Spectrum offers a wide range of benefits to customers. These include better connectivity, higher data speeds and more choice.

Spectrum also provides a great value for seniors who are looking to connect with the Internet. Its no-contract, no termination fees and 30-day money-back guarantee are a nice touch.

However, some Spectrum Internet plans don’t offer symmetrical upload speed. That can impact those who are remote workers or use their home computers for online work.

Improved connectivity

Connectivity is one of the key enablers of digitalization and innovation, delivering benefits to people in their daily lives. Whether it’s the ability to work from home, access educational resources and improve their work-life balance, or connect with medical experts in real-time to diagnose disease, the importance of digital connectivity cannot be overstated.

Spectrum management is one of the most vital services coordinated by ITU, ensuring radio-frequency spectrum is used to its full potential while protecting incumbents and boosting access to broadband in rural areas. Regulators worldwide are working to improve the efficiency of spectrum use and make it available to all, leveraging new technologies like Wi-Fi 6E that make better use of existing infrastructure while protecting existing devices from interference.

Broadband access can also benefit micro, small and medium enterprises in remote locations by providing the information they need to improve their productivity and increase their competitiveness. For example, farmers can use connectivity to monitor and manage their farms through telemetry solutions that offer real-time market pricing, weather and disease control.

Higher data speeds

Whether you’re streaming a movie or using Zoom for an important video call, faster internet speeds mean better experiences. A slow connection can cause things to lag, freeze, or even stutter while you’re trying to do something online.

Faster data is important to everyone. From first responders who need faster access to emergency services to businesses that rely on data management tools, everyone benefits from a reliable connection.

Bandwidth (also known as download or transfer speed) is a measurement of how much data can travel through a network at once. It’s typically measured in megabits per second (Mbps).

Broader coverage

One of the most exciting developments in the wireless industry is the symphony of high-band and low-band spectrum that enables a whole new generation of smartphones and tablets to roam the untapped land. Having the right spectrum at the right time means you can get the most out of your device, whether you’re a heavy duty data user or just trying to get your feet wet in the world of OTT video gaming. We’ve got you covered with an array of cellular offerings that will keep you connected at all times, no matter where you go in the country. The good news is that we’ve a knack for keeping you connected at the best possible price.

Reduced interference

The reduced interference that results from a spectrum sharing approach can improve the lives of those who use it. Reducing interference can help increase system capacity, reduce transmission power consumption, improve battery life, and allow more devices to connect.

In addition, reduced interference can also enable greater efficiency in the wireless network. For example, in cellular communication systems, the ability to share spectrum means that a single cell phone can communicate with several base stations at once.

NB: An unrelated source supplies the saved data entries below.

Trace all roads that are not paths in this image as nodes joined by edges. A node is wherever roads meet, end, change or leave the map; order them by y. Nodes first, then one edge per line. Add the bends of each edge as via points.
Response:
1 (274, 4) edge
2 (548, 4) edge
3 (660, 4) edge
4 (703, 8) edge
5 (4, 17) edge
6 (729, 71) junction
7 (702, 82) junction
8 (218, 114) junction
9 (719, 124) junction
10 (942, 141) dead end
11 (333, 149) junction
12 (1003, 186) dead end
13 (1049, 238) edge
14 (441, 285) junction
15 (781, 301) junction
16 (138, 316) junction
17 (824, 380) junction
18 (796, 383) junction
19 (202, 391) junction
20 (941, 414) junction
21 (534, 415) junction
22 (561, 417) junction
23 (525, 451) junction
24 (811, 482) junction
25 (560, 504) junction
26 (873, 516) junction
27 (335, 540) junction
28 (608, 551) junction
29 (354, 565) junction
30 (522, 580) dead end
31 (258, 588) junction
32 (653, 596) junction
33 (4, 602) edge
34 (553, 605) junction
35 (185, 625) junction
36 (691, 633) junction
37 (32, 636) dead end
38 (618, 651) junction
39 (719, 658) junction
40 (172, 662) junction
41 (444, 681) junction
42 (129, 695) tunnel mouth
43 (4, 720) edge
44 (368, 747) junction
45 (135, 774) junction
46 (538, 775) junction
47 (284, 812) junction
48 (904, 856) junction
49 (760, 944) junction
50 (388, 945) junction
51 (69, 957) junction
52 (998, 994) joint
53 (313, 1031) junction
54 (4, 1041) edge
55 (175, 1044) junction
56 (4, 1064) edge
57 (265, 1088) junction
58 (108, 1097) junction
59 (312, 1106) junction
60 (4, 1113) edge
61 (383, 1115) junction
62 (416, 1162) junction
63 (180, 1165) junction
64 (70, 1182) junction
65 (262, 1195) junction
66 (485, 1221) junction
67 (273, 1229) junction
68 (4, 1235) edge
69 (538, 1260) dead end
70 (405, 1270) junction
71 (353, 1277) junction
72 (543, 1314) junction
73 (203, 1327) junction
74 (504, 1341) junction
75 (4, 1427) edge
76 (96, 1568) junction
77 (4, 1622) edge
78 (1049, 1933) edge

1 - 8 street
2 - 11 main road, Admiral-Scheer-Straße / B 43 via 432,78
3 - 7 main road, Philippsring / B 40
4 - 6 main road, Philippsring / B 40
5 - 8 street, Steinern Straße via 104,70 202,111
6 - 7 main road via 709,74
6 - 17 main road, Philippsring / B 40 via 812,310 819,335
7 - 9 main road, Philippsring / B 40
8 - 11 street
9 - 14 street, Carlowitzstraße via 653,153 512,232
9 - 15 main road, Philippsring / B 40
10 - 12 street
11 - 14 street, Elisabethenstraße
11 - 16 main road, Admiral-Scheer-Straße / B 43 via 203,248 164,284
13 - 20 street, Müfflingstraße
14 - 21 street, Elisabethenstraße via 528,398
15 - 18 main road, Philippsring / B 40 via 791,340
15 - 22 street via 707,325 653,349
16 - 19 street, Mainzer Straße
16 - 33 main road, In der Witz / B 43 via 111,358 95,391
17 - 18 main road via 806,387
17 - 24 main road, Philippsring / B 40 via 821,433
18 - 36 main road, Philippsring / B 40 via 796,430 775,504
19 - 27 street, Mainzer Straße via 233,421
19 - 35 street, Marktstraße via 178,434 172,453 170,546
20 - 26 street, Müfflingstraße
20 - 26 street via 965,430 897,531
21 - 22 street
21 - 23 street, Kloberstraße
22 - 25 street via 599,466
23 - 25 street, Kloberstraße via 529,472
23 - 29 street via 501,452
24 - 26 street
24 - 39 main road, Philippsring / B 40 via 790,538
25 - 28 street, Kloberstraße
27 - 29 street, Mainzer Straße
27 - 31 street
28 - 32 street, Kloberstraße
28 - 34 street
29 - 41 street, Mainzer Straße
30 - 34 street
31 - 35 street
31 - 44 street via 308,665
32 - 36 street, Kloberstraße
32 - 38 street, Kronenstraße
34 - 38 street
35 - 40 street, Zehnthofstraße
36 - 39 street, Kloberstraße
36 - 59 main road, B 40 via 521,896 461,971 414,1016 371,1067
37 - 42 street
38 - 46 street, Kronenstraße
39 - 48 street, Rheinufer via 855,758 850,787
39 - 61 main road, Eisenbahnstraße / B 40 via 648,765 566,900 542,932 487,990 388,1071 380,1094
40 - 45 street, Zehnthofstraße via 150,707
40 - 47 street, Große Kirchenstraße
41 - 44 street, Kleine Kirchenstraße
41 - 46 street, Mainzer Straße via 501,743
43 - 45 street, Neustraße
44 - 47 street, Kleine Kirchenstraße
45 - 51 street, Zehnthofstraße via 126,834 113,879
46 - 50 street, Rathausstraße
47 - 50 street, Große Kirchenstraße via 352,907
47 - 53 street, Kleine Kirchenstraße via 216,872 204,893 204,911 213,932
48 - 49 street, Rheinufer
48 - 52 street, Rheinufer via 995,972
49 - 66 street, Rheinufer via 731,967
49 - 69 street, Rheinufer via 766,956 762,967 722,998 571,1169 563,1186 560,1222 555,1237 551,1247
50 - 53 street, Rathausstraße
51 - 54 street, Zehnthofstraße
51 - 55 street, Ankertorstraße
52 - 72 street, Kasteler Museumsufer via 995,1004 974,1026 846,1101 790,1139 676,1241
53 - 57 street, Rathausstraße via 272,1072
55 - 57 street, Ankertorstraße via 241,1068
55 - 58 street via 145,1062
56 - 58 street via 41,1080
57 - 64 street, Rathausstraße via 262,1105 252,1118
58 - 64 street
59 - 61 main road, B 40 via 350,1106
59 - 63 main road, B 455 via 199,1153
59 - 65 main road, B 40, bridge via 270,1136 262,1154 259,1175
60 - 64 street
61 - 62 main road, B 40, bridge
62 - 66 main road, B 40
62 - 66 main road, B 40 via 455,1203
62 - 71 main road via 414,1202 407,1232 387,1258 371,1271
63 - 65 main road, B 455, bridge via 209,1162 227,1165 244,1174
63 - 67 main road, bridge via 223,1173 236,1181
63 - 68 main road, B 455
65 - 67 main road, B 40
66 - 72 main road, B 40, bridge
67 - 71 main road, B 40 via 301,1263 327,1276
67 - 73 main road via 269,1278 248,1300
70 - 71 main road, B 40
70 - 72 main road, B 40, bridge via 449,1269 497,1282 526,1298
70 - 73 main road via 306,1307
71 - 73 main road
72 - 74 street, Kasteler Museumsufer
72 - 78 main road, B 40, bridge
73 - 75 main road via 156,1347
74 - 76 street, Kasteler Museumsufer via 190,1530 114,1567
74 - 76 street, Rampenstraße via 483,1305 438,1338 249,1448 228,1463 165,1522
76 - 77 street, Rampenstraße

As the Commission pursues its spectrum management responsibilities, it needs to be better informed about receiver characteristics and how they may impact the ability of new services to thrive. This information could be used to promote more efficient use of spectrum and help the Commission address legacy receivers that raise particular concerns ( e.g., identifying, modifying, repairing, replacing through transitions).

More choice

There are plenty of benefits to being able to choose from more choices, but there are also some downsides. Studies have shown that expanding choice can impose costs on decision-makers, such as absorbing scarce time that they would rather spend on other activities and increasing the risk of making mistakes or regretting decisions.

For consumers, this may mean that they tend to be happier with fewer options than with more. In particular, people who struggle with making decisions often find that the availability of more choice options can make them feel overwhelmed and depressed.